Tak kapok, WN kembali menjanjikan pekerjaan di Hongkong pada awal tahun 2024. Dengan harapan sisa yang masih ada, Prasetyo berangkat ke sana pada Maret 2024. Namun, sesampainya di Hongkong, ia justru dipaksa tinggal di tenda rooftop apartemen yang dipenuhi kandang hewan.
"Saya bertahan hanya dua hari, lalu mencari tempat kos bersama teman saya, Mas Aji dari Banyuwangi. Kami hanya diberi bekal beras dan mie instan untuk bertahan hidup selama sebulan," kenangnya.
Kondisi semakin memburuk setelah enam bulan di Hongkong tanpa kejelasan pekerjaan. Untuk bertahan hidup, ia harus meminta kiriman uang dari orang tuanya hingga total mencapai Rp 20 juta. Merasa tak kuat lagi, Prasetyo dan rekannya akhirnya menyerahkan diri ke imigrasi Hongkong dan meminta bantuan KBRI.
Setelah melalui berbagai penderitaan, Prasetyo dan Aji akhirnya kembali ke Indonesia pada September 2024 dengan bantuan organisasi di Hongkong. Sesampainya di Tanah Air, mereka melaporkan WN ke Polda Jatim atas dugaan TPPO.
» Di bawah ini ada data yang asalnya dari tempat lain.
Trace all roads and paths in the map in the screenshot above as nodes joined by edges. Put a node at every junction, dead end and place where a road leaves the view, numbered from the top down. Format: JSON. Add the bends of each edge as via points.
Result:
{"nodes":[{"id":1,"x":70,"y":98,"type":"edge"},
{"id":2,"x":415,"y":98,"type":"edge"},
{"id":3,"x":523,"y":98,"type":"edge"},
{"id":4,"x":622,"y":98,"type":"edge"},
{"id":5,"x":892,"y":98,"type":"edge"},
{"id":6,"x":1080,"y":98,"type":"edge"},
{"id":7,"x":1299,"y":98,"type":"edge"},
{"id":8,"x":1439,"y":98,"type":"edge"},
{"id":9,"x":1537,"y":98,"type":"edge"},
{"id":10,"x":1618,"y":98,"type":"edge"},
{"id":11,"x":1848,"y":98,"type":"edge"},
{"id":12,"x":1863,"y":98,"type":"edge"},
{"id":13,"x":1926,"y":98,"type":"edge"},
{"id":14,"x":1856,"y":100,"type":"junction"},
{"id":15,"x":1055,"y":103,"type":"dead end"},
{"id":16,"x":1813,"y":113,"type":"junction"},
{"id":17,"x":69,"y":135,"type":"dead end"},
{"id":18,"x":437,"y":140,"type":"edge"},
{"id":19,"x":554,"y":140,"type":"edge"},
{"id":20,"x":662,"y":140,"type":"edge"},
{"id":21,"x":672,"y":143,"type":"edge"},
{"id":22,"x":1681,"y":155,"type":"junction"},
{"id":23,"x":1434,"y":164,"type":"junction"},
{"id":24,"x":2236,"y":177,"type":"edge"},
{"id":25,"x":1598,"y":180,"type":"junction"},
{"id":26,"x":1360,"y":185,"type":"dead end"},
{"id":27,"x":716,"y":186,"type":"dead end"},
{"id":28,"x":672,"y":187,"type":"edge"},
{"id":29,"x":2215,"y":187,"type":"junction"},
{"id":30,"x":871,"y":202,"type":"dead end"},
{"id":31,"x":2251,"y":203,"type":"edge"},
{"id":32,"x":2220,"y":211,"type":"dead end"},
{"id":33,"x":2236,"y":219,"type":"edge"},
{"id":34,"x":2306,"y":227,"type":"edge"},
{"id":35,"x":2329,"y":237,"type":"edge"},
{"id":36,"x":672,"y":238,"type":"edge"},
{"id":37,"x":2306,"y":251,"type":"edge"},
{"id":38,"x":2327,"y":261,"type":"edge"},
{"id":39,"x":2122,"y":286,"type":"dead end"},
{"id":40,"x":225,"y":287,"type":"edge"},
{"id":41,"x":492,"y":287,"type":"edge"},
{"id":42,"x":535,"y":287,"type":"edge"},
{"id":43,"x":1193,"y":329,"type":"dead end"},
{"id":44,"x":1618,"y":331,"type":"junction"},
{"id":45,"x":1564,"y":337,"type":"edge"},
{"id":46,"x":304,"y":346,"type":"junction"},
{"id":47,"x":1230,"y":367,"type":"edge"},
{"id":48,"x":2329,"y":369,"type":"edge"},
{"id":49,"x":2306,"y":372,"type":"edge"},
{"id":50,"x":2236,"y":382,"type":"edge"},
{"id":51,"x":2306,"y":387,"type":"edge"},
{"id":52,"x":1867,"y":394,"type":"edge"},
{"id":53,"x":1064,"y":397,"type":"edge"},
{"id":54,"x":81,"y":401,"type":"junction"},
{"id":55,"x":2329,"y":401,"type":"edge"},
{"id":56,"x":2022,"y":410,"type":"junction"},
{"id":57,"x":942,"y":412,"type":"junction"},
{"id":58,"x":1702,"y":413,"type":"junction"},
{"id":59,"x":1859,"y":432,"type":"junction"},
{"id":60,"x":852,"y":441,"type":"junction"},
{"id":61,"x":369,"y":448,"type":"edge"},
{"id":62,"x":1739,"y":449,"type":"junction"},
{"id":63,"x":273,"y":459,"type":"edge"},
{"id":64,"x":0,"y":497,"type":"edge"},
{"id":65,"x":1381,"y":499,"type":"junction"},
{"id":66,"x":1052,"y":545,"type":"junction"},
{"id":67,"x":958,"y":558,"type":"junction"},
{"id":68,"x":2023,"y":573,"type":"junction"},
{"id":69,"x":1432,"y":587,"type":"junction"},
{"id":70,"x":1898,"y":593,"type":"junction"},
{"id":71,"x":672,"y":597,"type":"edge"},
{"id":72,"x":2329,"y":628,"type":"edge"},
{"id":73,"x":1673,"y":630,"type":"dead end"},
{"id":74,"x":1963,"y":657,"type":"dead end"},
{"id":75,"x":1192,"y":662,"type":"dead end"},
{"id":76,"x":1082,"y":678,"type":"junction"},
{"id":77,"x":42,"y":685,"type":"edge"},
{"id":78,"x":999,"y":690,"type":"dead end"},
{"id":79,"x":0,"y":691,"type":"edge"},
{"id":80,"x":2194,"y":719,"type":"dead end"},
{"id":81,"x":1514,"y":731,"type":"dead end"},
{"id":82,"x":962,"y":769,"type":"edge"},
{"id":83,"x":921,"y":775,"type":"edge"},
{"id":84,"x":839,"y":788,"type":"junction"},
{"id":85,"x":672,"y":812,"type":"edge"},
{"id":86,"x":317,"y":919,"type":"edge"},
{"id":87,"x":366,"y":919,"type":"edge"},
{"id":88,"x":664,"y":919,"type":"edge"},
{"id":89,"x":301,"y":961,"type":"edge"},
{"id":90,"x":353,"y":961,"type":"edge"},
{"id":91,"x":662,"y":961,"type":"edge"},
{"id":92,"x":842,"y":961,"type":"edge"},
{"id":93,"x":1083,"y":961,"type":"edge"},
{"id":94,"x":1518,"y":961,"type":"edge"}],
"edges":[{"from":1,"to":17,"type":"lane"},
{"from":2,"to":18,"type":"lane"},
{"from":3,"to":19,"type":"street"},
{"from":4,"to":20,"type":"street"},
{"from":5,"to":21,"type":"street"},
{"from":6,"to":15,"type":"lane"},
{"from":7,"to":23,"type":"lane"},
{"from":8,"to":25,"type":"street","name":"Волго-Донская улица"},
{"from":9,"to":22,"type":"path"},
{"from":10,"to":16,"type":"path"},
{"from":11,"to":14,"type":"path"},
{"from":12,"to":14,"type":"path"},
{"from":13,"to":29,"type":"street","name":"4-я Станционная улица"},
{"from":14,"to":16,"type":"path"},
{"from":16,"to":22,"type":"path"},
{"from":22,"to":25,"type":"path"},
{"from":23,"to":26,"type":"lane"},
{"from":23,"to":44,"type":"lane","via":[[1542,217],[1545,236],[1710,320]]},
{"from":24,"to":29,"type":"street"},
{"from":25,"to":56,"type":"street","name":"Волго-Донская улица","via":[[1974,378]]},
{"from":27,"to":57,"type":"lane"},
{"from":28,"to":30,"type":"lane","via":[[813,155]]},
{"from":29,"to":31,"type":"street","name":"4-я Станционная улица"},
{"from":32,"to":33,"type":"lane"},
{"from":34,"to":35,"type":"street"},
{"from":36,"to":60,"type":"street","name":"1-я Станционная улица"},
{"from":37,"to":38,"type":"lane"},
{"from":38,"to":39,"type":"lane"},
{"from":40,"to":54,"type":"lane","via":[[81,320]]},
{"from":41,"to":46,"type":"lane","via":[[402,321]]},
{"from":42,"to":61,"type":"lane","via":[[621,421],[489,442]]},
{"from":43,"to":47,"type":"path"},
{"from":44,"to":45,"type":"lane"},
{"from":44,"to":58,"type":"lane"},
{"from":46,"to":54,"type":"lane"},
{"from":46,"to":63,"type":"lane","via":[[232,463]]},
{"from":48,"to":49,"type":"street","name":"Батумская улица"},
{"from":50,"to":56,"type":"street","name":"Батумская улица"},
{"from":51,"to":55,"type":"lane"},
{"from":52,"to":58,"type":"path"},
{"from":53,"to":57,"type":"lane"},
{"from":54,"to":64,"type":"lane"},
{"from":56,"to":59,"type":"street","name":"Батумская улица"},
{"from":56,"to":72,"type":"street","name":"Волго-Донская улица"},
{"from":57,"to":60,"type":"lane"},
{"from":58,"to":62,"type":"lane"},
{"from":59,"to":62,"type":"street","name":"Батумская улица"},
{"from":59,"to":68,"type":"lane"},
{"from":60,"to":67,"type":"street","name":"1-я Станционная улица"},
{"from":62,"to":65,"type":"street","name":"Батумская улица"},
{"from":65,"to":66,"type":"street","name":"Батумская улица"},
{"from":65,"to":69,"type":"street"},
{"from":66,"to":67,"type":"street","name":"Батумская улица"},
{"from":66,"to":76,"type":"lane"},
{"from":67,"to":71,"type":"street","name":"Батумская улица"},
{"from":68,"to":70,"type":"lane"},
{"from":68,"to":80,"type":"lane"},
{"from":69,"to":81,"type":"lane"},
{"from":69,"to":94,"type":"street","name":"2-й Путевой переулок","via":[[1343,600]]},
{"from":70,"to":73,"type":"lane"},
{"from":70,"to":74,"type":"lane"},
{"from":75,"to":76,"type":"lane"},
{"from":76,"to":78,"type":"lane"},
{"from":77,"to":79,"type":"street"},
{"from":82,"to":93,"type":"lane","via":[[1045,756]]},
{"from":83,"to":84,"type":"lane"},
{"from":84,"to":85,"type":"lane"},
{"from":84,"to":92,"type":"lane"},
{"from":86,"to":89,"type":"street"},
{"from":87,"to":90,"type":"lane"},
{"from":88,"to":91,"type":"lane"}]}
"Harapan kami, kasus ini dapat segera diusut agar tidak ada lagi korban yang mengalami nasib seperti kami," ujar Prasetyo menutup ceritanya dengan nada getir.
Kisah Prasetyo Wahyu Ababil menjadi pelajaran berharga bagi masyarakat agar lebih berhati-hati dalam menerima tawaran kerja di luar negeri, terutama yang melibatkan pembayaran besar tanpa kejelasan kontrak kerja yang resmi.